The US strategy includes the formation of a 30,000-strong military force in north-east Syria made up of the Democratic Syria Forces, the military wing of the Kurdish Democratic Union Party, and a handful of Arab Syrians to give the impression of diversity.

This force is to be assisted by more than 2,000 US military experts in Syria and operate from eight US military bases. They are the nucleus of a US strike force that could eventually be more powerful than the Russian presence in Syria, especially in view of the US military bases in the region, including in neighbouring Jordan, and the strong Arab support for the move, especially from Saudi Arabia.

The US military presence does not mean Washington intends to confront Russia militarily in Syria, but the US has other tools, including political and economic pressure, that are more powerful than military force alone. More importantly, the US strategy implies ending Russia’s monopoly in Syria and curbing its current and future role.

Over the past two years, the US has allowed Russia a free hand in Syria as long as the US is not marginalised, Israel’s security is guaranteed, and the balance of power is maintained until a political solution is reached to the satisfaction of the international and regional powers.

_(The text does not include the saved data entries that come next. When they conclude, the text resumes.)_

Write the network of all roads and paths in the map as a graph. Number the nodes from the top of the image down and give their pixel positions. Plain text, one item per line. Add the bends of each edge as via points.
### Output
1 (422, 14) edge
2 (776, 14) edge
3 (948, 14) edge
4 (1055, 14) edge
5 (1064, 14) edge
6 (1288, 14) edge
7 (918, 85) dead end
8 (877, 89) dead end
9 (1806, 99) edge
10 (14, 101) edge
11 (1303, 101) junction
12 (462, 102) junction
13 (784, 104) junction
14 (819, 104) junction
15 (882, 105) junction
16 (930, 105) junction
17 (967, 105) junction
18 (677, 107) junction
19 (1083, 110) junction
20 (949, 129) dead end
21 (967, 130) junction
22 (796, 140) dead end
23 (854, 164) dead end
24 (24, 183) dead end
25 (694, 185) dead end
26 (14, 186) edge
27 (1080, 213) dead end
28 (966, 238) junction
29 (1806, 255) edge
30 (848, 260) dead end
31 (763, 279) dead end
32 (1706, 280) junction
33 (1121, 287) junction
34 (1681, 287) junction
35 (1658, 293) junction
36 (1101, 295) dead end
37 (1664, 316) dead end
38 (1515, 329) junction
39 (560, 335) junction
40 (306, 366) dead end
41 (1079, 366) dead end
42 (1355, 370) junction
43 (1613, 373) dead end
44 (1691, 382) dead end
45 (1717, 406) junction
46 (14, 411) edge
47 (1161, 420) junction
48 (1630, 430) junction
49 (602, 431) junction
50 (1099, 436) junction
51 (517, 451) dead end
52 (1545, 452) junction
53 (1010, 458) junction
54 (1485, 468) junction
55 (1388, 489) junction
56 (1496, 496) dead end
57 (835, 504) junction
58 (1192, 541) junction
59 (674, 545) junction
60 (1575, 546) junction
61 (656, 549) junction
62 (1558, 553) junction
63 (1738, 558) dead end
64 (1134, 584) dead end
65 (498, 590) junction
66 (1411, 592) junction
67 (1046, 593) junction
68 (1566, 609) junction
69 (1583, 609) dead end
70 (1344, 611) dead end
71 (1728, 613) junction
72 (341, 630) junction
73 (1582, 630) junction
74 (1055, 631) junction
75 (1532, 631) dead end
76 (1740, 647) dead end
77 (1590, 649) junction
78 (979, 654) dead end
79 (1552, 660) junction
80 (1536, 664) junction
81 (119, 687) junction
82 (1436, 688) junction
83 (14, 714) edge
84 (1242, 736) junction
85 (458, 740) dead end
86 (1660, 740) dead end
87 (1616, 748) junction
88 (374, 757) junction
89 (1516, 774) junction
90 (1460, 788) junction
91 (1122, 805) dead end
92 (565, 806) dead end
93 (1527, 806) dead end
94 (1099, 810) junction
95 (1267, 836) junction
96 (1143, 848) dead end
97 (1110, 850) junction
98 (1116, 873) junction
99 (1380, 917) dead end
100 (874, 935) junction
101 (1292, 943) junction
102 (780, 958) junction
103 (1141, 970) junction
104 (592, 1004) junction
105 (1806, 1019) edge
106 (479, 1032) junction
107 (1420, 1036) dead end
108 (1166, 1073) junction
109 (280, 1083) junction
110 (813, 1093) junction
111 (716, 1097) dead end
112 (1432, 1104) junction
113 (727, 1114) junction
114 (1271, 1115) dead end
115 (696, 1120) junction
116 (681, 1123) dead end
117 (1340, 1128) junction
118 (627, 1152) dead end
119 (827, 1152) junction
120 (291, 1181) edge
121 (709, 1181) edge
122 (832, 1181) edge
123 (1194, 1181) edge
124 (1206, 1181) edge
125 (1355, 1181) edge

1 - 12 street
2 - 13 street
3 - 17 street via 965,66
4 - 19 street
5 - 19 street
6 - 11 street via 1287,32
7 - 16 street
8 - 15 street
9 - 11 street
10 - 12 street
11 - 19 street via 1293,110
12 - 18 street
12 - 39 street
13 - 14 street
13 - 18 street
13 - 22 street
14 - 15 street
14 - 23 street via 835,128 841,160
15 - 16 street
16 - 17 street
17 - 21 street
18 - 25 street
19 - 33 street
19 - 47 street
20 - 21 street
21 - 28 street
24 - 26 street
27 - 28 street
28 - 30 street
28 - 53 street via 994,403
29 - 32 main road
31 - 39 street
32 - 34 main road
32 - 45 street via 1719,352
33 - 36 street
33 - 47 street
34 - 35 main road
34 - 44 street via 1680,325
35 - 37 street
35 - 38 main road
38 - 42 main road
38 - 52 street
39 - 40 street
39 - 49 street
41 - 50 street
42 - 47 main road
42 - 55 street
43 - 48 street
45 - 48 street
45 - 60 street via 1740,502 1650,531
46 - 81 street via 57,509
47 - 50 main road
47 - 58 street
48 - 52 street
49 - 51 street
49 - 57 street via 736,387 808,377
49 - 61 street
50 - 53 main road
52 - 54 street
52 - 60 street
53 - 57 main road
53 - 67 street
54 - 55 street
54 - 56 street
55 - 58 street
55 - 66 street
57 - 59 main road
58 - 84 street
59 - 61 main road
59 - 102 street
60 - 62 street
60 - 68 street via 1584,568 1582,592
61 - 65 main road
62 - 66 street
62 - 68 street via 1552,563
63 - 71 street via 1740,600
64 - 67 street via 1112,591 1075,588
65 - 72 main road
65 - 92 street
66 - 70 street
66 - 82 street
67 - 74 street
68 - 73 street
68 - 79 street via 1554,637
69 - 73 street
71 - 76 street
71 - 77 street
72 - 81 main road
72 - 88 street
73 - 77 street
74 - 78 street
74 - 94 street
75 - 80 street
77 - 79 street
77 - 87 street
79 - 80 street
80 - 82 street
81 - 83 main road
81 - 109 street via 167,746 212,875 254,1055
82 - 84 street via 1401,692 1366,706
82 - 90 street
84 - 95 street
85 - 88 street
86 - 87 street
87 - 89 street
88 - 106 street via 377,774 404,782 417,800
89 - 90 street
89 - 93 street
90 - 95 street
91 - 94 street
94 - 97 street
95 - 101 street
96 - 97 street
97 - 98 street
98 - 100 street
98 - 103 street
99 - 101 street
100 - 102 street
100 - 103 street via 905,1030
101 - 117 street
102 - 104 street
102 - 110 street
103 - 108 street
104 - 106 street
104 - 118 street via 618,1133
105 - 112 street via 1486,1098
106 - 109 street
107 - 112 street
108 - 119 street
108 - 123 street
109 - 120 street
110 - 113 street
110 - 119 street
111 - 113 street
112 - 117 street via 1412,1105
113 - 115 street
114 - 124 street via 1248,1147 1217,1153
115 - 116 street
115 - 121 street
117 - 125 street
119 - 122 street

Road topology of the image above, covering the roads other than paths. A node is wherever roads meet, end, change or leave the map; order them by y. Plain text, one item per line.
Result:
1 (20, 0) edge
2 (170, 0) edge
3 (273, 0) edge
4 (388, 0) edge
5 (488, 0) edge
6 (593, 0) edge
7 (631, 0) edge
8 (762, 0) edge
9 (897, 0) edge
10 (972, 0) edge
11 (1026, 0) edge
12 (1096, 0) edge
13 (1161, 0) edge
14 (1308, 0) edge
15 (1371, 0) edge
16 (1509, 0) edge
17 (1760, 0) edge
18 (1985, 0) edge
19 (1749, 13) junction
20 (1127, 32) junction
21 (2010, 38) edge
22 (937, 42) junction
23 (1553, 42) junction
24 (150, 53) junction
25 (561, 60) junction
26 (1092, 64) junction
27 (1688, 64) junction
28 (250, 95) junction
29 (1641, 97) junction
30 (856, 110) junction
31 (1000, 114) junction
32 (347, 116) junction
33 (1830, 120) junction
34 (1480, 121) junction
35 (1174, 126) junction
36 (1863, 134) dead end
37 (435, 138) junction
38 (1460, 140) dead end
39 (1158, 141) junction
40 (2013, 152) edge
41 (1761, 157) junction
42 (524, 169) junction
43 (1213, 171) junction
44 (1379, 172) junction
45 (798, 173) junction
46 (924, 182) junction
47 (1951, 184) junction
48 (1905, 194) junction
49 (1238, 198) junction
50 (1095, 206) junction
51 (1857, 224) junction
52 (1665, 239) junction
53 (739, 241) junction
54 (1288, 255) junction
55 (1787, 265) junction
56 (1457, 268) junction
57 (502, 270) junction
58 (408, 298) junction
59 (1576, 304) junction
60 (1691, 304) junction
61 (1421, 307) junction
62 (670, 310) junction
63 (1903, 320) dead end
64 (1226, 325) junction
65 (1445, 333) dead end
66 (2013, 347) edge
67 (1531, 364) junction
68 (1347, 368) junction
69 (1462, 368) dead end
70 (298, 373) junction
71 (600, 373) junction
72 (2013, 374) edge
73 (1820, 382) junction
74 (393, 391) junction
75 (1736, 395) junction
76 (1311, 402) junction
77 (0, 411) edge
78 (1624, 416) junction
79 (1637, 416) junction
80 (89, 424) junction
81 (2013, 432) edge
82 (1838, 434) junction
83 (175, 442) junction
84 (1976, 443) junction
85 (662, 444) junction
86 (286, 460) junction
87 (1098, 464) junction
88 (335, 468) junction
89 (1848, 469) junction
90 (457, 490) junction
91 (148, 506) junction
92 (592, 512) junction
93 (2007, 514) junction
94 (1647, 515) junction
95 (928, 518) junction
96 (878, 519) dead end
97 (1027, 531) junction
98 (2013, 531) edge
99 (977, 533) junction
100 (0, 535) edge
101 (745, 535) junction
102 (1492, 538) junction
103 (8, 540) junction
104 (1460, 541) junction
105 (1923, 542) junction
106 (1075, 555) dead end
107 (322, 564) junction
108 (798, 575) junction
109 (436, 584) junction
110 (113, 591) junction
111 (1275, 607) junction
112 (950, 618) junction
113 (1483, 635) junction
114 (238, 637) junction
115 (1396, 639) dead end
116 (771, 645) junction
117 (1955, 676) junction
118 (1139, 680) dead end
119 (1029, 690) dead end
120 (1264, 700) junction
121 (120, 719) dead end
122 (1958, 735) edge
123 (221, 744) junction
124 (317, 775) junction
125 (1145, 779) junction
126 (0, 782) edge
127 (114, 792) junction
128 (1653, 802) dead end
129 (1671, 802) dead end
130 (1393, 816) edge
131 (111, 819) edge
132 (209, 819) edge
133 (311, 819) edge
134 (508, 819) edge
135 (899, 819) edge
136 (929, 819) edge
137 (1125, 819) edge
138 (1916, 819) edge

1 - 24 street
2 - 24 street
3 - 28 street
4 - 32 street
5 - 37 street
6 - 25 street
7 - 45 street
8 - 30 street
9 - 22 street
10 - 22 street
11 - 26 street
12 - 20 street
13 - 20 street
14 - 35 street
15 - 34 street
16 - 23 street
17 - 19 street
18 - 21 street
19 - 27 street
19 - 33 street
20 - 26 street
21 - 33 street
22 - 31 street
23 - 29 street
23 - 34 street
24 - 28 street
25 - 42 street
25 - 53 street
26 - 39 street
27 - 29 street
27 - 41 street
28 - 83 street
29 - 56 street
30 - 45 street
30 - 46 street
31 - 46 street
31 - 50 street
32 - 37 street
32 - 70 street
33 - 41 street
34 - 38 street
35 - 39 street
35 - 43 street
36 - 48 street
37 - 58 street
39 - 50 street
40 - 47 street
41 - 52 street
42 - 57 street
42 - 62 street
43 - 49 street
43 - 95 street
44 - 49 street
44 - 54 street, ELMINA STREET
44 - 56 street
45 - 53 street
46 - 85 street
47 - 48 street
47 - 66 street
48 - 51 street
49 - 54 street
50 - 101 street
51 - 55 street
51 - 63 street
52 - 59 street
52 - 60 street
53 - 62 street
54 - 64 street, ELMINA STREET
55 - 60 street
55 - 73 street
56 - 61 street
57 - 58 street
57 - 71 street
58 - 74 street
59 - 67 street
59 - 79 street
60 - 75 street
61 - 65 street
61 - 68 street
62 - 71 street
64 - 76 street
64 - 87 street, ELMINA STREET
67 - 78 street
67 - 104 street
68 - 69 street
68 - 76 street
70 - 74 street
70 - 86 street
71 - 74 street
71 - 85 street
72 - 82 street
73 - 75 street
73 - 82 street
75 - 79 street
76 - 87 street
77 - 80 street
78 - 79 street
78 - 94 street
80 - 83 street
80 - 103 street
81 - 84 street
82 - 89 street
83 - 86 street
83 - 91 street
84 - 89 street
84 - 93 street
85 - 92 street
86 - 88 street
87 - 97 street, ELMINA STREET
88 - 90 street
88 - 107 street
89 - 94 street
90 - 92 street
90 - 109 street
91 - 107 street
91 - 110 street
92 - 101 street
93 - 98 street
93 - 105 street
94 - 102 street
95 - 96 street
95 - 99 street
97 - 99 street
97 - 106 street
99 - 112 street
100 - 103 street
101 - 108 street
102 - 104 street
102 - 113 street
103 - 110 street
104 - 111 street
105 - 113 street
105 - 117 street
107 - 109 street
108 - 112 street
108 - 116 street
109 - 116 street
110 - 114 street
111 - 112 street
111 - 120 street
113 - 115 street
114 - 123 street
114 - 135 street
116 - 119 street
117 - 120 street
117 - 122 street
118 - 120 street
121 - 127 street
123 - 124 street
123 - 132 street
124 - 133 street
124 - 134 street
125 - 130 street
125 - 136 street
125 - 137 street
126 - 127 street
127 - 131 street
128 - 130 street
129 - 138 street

Russia, however, has tried to subvert the political solution agreed on at the first Geneva Conference in 2012. It has concocted the Moscow meetings, then the Astana talks, and most recently the Sochi Conference, with the aim of creating alternative political options for Syria than those approved by the UN.

Washington has clearly felt it is time to call a halt and launch a new strategy that more clearly serves US interests.

Russia has failed in its handling of the Syrian conflict for four main reasons. First, it has persisted in supporting the Syrian regime at the expense of the opposition and brutally targeted the latter; second, it has decided to put all its eggs in the Al-Assad basket; third, it has acted arrogantly, believing it had achieved a new status in the Middle East; and fourth, it has underestimated the role of Iran and failed to diminish Tehran’s intervention as the US wishes.

The new US strategy on Syria was announced after a meeting in Washington of representatives from France, Britain, Saudi Arabia and Jordan, a group of influential international and regional players that balances Russia’s actions and counters the Russia-Iran-Turkey axis. It includes two Arab countries that could be key players in bolstering the Geneva track.

The new US strategy will need a defined timeline if it is to be effective and not just a diplomatic move after the collapse of the Islamic State (IS) group in Syria. It will need to be more than simply an expression of the US desire to restore the political balance in Syria after a seven-year hiatus.

Observers believe, however, that developments in Syria since the start of the new year indicate that the wheels of the new US strategy have started to turn, and soon there will be more powerful indicators that could really change the Syrian conflict.